De l'avis des observateurs, un éventuel retrait des troupes ougandaises rendrait la situation sécuritaire de Somalie incontrôlable, compte tenu du rôle capital qu'ils jouent à Mogadiscio ainsi que dans un port comme celui de Kismayo. Les mêmes craintes concernent la situation en République Centrafricaine, au Sud-Soudan et même en République Démocratique du Congo, où l'armée ougandaise participe, aux côtés d'observateurs militaires américains, à la traque des rebelles de la LRA (Armée de Résistance du Seigneur) et leur chef, Joseph Kony.

Bref, le Conseil de Sécurité des Nations Unies, même s'il n'est pas officiellement saisi de la décision de Kampala de se désengager des fronts militaires de Somalie, de RCA et du Sud-Soudan, à cause des accusations, qu'il juge infondées, de participation aux activités de déstabilisation de la République Démocratique du Congo, ne tient pas à perdre un acteur de la pais en Afrique de la taille de l'Ouganda.

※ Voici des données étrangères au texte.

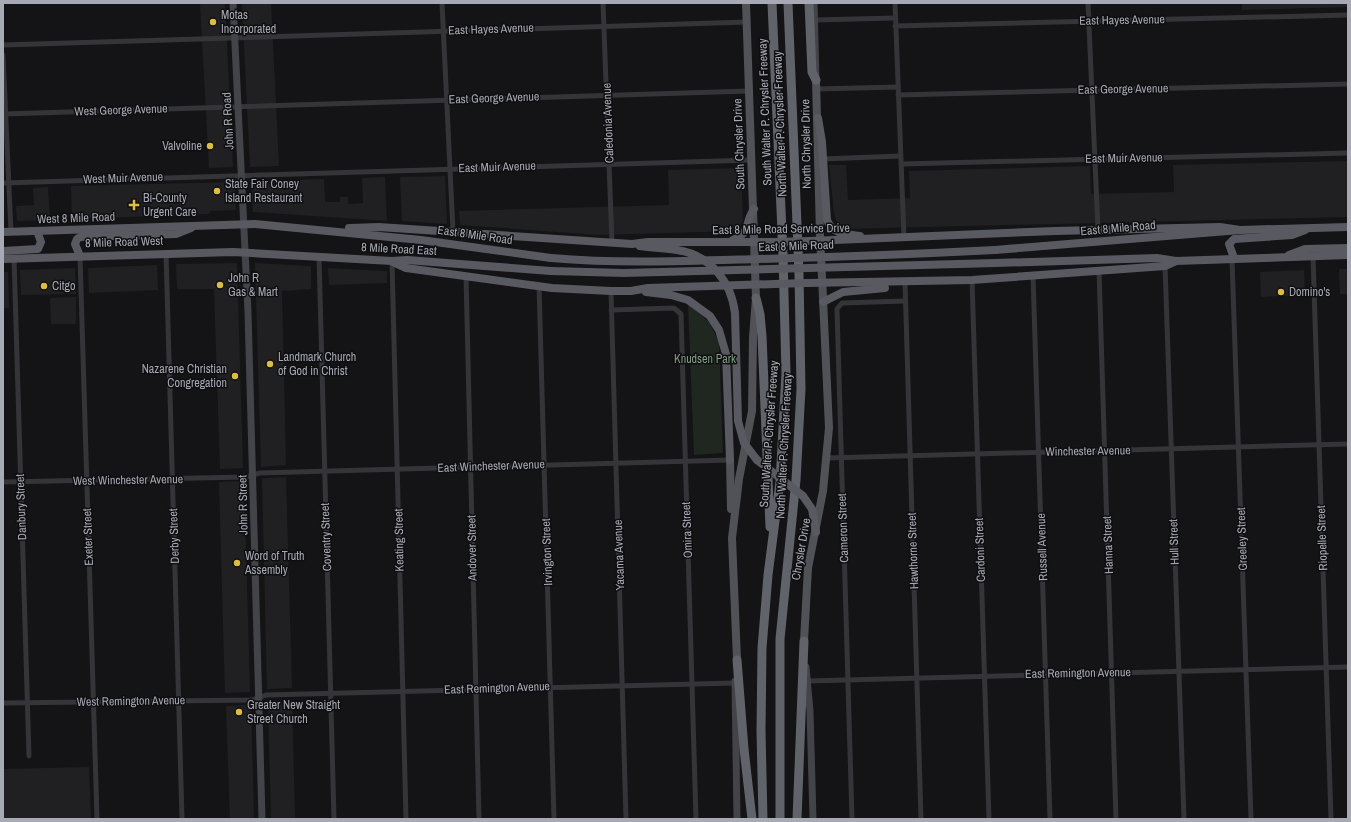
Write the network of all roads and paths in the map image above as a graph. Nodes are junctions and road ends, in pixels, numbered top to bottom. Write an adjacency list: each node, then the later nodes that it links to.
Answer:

On a d'ailleurs eu l'impression que l'ambassadeur Puri a semblé calmer le jeu, en faisant savoir que les sanctions réclamées par le panel d'experts indépendants de l'Onu dans le dossier sécuritaire de l'Est de la RDC visaient non pas l'Ouganda et le Rwanda, mais plutôt des individus, ressortissants de ces deux pays. Autrement dit l'Ouganda et le Rwanda ne devraient pas s'agiter outre mesure, leur appui militaire, financier et logistique à la rébellion du M 23 n'étant pas établi. Les Congolais, qui continuent de rêver debout, en pensant que le ciel va finir par tomber sur les têtes du président rwandais Kagame et de son homologue Museveni, devraient remettre les deux pieds sur terre. Il leur appartient de se prendre en charge pour espérer une sortie heureuse de la crise politico-militaire fabriquée de toutes pièces par les voisins rwandais et ougandais, avec malheureusement la complicité de certains faux patriotes.